In an optional implementation, the obstacle determining module 420 is specifically configured to input the road image into a second neural network, and determine an obstacle region from the road image by the second neural network; or intercepting a sub-image corresponding to the non-road surface area from the road image; inputting the sub-images into a third neural network, determining by the third neural network the obstacle area from the sub-images.

In an optional implementation manner, the area determining module 410 is specifically configured to determine a braking distance by using a current driving speed of the vehicle in a process of determining a safe driving area where the vehicle-mounted camera is located safely drives from the road image; determining a turning radius by using the current front wheel turning angle of the vehicle and the wheelbases of the front wheel and the rear wheel; and determining a safe driving area for the vehicle to safely drive according to the braking distance and the turning radius.

The implementation process of the functions and actions of each unit in the above device is specifically described in the implementation process of the corresponding step in the above method, and is not described herein again.

For the device embodiments, since they substantially correspond to the method embodiments, reference may be made to the partial description of the method embodiments for relevant points. The above-described embodiments of the apparatus are merely illustrative, and the units described as separate parts may or may not be physically separate, and parts displayed as units may or may not be physical units, may be located in one place, or may be distributed on a plurality of network units. Some or all of the modules can be selected according to actual needs to achieve the purpose of the scheme of the application. One of ordinary skill in the art can understand and implement it without inventive effort.
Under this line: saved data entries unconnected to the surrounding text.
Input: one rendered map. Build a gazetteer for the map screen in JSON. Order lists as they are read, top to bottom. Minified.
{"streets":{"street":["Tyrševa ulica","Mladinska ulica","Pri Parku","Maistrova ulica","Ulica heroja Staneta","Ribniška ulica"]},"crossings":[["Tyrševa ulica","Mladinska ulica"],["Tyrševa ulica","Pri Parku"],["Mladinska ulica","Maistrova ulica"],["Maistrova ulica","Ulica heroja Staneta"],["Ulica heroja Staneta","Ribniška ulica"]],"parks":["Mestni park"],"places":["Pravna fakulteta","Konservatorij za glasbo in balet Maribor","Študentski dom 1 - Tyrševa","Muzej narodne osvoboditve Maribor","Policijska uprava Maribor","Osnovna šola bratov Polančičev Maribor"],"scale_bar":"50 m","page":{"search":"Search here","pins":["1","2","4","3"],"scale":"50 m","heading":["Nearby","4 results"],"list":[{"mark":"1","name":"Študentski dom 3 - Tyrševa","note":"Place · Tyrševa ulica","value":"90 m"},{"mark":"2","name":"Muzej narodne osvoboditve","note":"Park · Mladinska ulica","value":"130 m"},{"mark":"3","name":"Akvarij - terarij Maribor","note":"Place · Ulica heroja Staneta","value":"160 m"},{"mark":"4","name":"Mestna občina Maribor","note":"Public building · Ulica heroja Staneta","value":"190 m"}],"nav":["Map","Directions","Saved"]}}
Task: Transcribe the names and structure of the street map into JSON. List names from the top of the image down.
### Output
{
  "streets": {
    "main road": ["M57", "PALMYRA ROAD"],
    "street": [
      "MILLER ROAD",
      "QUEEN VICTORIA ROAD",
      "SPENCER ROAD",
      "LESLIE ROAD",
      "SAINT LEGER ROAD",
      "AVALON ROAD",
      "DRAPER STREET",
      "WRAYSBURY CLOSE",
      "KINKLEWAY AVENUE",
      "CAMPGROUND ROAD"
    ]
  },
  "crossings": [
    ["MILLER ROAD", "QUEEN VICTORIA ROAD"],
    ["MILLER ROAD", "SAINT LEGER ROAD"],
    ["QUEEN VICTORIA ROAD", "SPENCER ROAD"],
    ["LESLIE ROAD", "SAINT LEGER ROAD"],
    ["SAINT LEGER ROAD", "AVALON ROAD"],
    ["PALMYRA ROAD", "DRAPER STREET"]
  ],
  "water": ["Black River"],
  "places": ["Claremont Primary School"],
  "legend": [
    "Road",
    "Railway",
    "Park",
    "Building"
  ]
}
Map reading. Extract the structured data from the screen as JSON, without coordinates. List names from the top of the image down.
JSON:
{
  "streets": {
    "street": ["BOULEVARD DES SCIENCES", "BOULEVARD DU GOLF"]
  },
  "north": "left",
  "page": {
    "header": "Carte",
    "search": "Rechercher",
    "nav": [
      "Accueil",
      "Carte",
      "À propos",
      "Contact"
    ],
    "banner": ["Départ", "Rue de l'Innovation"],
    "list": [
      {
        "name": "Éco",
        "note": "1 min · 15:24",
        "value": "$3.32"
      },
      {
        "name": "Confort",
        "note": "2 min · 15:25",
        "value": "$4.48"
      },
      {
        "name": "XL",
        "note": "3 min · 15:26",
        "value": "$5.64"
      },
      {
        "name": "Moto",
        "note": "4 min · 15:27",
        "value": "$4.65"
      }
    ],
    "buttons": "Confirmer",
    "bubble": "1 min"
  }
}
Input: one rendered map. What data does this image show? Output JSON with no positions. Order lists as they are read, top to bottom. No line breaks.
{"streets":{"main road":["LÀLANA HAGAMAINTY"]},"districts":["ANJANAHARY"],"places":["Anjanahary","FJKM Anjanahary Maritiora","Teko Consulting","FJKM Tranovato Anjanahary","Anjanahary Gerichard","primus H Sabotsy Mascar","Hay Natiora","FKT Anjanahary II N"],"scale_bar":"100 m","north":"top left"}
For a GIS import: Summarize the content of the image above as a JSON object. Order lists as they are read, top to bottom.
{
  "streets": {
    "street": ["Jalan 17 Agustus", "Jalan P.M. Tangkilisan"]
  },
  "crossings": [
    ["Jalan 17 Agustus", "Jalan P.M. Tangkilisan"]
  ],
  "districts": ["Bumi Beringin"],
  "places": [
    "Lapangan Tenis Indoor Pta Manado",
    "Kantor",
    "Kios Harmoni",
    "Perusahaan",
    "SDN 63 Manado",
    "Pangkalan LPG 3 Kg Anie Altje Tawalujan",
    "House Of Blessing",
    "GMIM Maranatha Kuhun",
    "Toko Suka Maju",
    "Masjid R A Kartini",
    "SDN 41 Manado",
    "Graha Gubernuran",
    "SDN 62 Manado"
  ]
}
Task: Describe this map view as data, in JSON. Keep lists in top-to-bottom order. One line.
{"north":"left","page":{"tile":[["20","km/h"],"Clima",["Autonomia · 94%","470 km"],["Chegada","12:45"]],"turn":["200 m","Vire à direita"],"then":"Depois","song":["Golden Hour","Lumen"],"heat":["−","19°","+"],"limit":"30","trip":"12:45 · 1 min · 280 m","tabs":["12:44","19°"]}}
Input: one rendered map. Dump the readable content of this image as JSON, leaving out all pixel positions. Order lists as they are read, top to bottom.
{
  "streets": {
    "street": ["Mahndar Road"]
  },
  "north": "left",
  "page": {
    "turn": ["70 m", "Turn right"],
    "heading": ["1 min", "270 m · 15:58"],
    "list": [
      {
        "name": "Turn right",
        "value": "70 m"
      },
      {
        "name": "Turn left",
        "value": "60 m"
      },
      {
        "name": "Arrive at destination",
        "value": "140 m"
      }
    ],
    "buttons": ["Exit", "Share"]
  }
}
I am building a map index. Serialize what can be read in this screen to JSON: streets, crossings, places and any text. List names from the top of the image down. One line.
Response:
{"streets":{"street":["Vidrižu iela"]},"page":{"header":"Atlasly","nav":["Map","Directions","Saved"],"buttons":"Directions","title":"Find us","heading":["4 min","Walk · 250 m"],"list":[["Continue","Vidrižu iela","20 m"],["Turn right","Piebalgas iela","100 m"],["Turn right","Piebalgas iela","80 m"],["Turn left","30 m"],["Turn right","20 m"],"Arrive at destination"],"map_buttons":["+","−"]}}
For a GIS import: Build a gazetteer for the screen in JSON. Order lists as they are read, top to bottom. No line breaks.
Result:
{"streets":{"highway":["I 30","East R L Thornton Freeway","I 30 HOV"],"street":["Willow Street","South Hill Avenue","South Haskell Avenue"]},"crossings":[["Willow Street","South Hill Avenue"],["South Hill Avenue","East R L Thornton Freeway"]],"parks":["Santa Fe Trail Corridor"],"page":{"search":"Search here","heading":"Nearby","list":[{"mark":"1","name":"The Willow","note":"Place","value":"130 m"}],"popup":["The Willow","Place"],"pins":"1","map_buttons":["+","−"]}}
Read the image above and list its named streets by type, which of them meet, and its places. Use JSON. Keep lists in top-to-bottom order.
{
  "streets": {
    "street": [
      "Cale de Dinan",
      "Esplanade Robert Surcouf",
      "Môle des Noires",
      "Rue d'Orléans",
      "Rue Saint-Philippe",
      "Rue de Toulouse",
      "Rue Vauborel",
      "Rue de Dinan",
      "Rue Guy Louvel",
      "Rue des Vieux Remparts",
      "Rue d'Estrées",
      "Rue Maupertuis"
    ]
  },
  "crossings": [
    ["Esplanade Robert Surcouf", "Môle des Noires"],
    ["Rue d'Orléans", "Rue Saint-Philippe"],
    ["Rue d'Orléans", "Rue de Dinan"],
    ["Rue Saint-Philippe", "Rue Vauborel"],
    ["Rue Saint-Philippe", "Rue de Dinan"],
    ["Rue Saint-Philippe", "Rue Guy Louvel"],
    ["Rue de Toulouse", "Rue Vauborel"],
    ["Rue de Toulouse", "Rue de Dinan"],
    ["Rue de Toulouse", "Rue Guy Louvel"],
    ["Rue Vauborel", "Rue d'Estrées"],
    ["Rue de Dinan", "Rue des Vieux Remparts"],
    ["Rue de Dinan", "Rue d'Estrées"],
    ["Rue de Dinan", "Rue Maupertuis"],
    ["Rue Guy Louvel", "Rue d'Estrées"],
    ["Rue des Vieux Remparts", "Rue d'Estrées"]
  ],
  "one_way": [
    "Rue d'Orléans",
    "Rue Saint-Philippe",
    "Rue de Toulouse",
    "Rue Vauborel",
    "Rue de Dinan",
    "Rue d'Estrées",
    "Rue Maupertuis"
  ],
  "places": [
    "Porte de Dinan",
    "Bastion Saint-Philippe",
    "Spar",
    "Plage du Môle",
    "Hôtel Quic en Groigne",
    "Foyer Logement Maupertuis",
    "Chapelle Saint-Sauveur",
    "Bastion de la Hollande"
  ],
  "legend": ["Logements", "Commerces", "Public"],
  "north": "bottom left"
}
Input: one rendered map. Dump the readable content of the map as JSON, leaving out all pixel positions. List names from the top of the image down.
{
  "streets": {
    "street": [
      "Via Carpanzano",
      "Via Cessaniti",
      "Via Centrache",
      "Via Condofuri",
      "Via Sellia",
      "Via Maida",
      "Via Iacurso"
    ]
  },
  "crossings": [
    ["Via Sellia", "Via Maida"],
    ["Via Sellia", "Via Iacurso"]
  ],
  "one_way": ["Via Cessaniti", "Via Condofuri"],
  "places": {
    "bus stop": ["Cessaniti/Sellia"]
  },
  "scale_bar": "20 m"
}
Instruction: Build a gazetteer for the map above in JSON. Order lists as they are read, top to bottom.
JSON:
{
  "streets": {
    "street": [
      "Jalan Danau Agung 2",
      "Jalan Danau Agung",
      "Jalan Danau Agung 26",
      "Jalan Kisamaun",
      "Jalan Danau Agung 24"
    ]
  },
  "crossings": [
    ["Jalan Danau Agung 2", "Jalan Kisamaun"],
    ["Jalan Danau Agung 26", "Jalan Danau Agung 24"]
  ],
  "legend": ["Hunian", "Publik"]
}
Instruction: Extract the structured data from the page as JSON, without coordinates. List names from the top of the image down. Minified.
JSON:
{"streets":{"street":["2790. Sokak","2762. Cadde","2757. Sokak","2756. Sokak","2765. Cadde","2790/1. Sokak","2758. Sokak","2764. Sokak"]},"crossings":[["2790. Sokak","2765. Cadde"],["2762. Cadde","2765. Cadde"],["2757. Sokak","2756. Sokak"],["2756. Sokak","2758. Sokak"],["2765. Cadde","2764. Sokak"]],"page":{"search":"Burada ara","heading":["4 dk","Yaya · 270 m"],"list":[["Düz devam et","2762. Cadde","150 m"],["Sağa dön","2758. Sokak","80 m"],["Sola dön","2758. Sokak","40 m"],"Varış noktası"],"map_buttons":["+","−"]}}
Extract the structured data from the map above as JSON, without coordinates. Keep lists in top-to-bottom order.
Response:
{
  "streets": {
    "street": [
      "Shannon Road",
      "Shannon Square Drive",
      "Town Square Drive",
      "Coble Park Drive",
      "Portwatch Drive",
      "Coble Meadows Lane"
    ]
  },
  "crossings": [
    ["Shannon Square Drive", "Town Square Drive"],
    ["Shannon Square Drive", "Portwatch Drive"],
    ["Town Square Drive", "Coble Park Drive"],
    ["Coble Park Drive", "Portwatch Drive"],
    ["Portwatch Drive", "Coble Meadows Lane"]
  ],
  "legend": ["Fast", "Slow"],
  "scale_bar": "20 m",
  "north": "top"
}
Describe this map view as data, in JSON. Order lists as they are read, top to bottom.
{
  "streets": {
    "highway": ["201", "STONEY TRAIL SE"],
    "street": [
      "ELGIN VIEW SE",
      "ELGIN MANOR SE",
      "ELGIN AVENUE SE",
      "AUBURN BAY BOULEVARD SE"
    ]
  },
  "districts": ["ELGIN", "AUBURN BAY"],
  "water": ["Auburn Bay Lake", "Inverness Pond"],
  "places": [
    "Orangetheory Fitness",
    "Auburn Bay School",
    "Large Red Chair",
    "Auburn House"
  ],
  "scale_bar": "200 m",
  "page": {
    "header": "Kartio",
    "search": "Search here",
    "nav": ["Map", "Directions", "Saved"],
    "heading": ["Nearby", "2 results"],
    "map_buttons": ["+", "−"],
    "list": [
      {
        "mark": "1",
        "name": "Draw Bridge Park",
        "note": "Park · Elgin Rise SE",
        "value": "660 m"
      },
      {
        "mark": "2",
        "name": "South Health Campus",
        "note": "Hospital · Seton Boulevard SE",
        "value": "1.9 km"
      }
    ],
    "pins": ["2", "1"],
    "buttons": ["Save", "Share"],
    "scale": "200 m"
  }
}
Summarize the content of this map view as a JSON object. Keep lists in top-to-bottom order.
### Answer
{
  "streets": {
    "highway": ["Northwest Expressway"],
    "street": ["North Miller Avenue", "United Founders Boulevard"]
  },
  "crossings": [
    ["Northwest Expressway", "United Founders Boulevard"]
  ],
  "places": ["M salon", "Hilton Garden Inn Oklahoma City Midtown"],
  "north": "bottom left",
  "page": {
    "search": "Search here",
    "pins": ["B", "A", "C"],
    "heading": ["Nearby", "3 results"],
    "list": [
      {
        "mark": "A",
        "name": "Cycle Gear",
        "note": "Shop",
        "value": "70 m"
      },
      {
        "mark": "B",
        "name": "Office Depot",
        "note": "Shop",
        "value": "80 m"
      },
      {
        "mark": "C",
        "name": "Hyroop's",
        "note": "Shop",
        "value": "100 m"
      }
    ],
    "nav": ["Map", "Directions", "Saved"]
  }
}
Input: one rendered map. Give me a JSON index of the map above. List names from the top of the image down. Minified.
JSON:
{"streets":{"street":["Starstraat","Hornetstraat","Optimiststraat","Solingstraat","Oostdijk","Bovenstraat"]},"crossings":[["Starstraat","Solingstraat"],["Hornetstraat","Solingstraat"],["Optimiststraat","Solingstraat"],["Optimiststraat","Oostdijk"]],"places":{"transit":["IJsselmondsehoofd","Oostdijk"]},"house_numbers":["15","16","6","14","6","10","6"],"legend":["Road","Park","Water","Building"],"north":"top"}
The application also provides a chip, which includes a readable storage medium and a processor, where the readable storage medium is used for storing machine executable instructions, and the processor is used for reading the machine executable instructions and executing the instructions to implement the steps of the abnormal road condition detection method in the above embodiment.

Other embodiments of the present application will be apparent to those skilled in the art from consideration of the specification and practice of the invention disclosed herein. This application is intended to cover any variations, uses, or adaptations of the invention following, in general, the principles of the application and including such departures from the present disclosure as come within known or customary practice within the art to which the invention pertains. It is intended that the specification and examples be considered as exemplary only, with a true scope and spirit of the application being indicated by the following claims.

It should also be noted that the terms "comprises," "comprising," or any other variation thereof, are intended to cover a non-exclusive inclusion, such that a process, method, article, or apparatus that comprises a list of elements does not include only those elements but may include other elements not expressly listed or inherent to such process, method, article, or apparatus. Without further limitation, an element defined by the phrase "comprising an … …" does not exclude the presence of other like elements in a process, method, article, or apparatus that comprises the element.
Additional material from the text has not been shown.